The Kanban must remain stone-faced

"But how will I adjust priorities?" This was the existential question that Ophélie asked when our tickets were finally transformed into digital kanbans.

It must be said that the last transformation had been the most radical: not only would the "start date" replace the "end date" as the sorting item for the tasks within the technical team, but the field itself would no longer be editable once the date had passed, even if the task had not been started, even if another client had brought in a more urgent or more important task. Of course, this date is crucial: for us, it corresponds to the date of the initial request for an external customer or, for an internal customer, to the date on which we anticipate availability within the technical team. Because of a simple remark by a Sensei, pointing, midway through a mundane conversation, that he didn't understand the order of each developer's tickets, she had lost the ability to continuously modify the schedule for the entire technical team. Gone were the days she could shift a ticket or postpone another according to the pressing demands of a loyal customer or the high expectations of a potential client.
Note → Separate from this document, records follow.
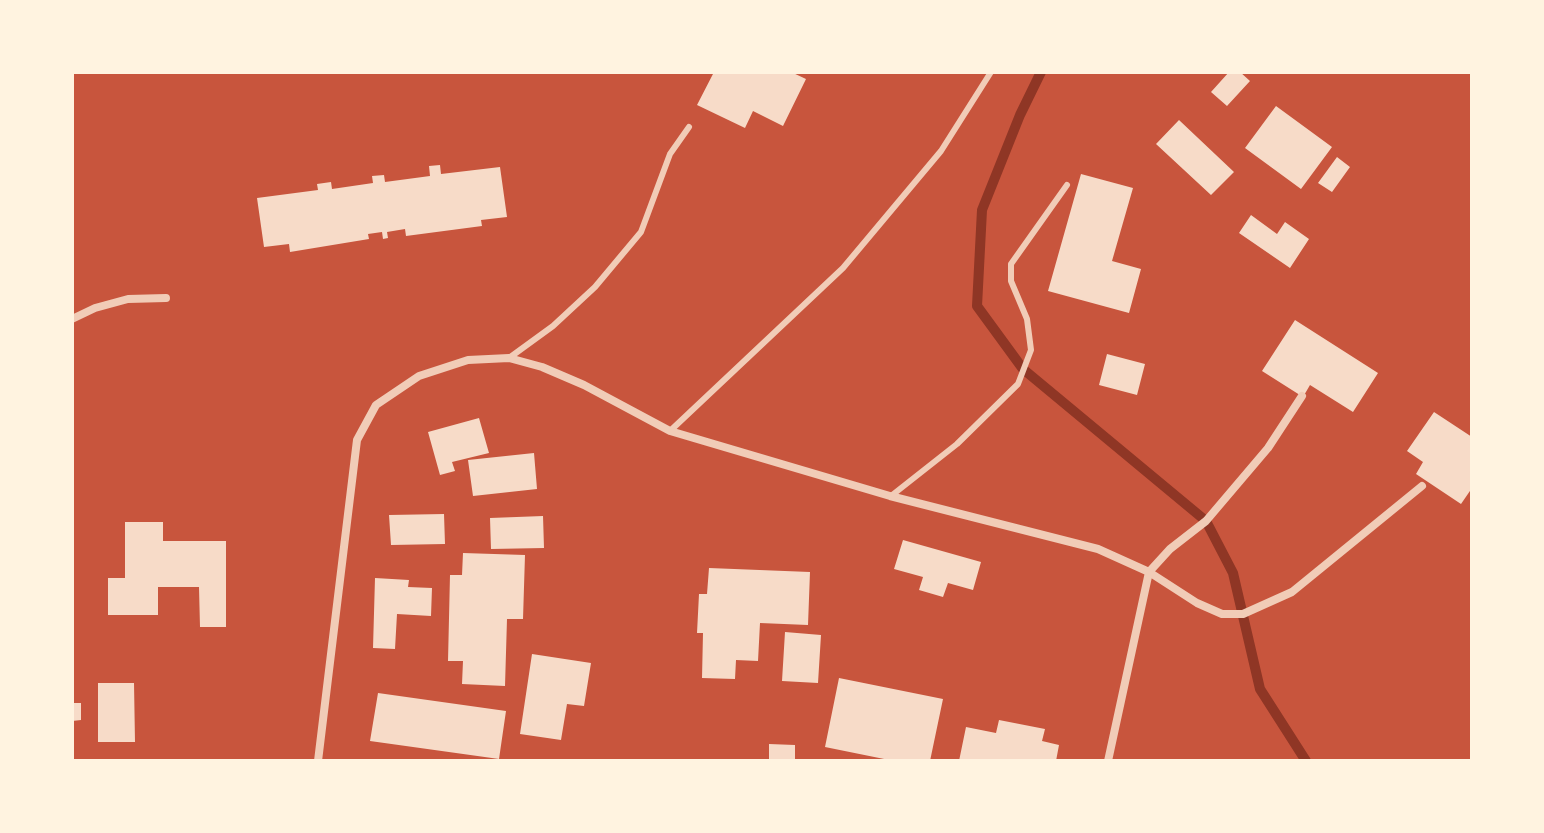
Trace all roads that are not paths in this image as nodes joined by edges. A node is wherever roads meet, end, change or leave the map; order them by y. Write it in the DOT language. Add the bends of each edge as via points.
graph roads {
  1 [pos="991,72"];
  2 [pos="689,127"];
  3 [pos="1067,185"];
  4 [pos="166,298"];
  5 [pos="72,319"];
  6 [pos="509,358"];
  7 [pos="1302,396"];
  8 [pos="670,431"];
  9 [pos="1422,486"];
  10 [pos="890,496"];
  11 [pos="1149,572"];
  12 [pos="318,761"];
  13 [pos="1108,761"];
  1 -- 8 [label="lane" via="941,151 843,268"];
  2 -- 6 [label="lane" via="670,154 641,232 595,287"];
  3 -- 10 [label="lane" via="1011,264 1031,350 1018,384 957,444"];
  4 -- 5 [label="street" via="128,299"];
  6 -- 8 [label="street" via="584,385"];
  6 -- 12 [label="street" via="468,360 419,376 376,405 357,440"];
  7 -- 11 [label="street" via="1268,448 1206,521"];
  8 -- 10 [label="street"];
  9 -- 11 [label="street" via="1292,592 1243,614 1222,614 1197,603"];
  10 -- 11 [label="street" via="1098,549"];
  11 -- 13 [label="street"];
}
The previous transformations had had less of an impact on her. First, there was another remark during a gemba walk with our Sensei: "no help chain, no kanban." We therefore added a "trigger andon" button on each ticket. By clicking on it, the developer indicates that he needs help: his manager is automatically assigned to the ticket and a message is sent on our internal chat tool. This button complements another one, « to the red bin": this one allows the developer to specify that the request being processed is - one way or the other - problematic. It allows him to materialize it will be necessary to come back with the team leader or the CTO and to explore the root causes of the problem.

The list of tickets that went through the "red bin" or the "andon" has become a gold mine for our "gemba code" routine: by taking the time to delve into the details for this or that ticket, by finely analyzing lines in a log file or by dissecting the source code, the members of the technical team have brought to light design errors, lack of training, security gaps, and knowledge deficits. These discoveries have become a wall of continuous improvement that every developer can come to - whenever he or she comes into the office.

A good context for these explorations is the arrival of PHP8. This new version of our programming language forces us to dust off a lot of old knowledge. For example, when we discovered that our continuous integration server was not displaying notices, it was because the procedure for updating a server was out of date, not just some PHP initialization file. Or when a specific plugin started to give us errors, it was the mechanism to ensure compatibility with all plugins that needed to be addressed, not just the impacted users.

But it was by blocking their start date, by materializing the launcher, that the kanbans spilled over from the technical team to the teams in direct contact with the customers and end users of our software. And we switched from managing day-to-day operations with accordion-like delivery dates to managing them with a start-up date set in stone. Of course, this works because at our level of maturity, we know that a task should not take more than 8 hours of effective work and that, consequently, a task started on any day should be « live » on the following day. This technique ensures a task more complicated than the others will no longer slip imperceptibly to the end of the project: we want the problems to surface quickly. And that another, more complex task will not be left to the one specialist within the team: we want the necessary training to be carried out as close to the need as possible. By losing the "choice" of taking an easier or more common ticket, developers gain opportunities to improve their skills.

Because kanbans are a system: they are a real transactional framework between customer and producer, guaranteed by the responsiveness and support from the rest of the organization. Because of their power to reveal discrepancies and problems of all kinds (the virtue of lead-time), they imply a web of trust between the stakeholders and offer countless learning opportunities.

Of course, this beautiful mechanism can be interrupted at any time. We had the opportunity to verify it when a developer went on sick leave while another one was forced to take days off to take care of his little boy. The kanbans started to freeze, triggering automatic andons: Ophelie found herself in the middle of the exchanges with all the stakeholders. Not because the task was already well behind schedule, but because the start date had passed, which - from the client's point of view - was at least 24 hours in advance. Enough time to agree with all parties and check each other's priorities. Copious time to demand better tools for her daily work. Sufficient time to build trust beyond the team, with customers and users. Reasonable time to find the full measure of her function, "Customer Success Manager".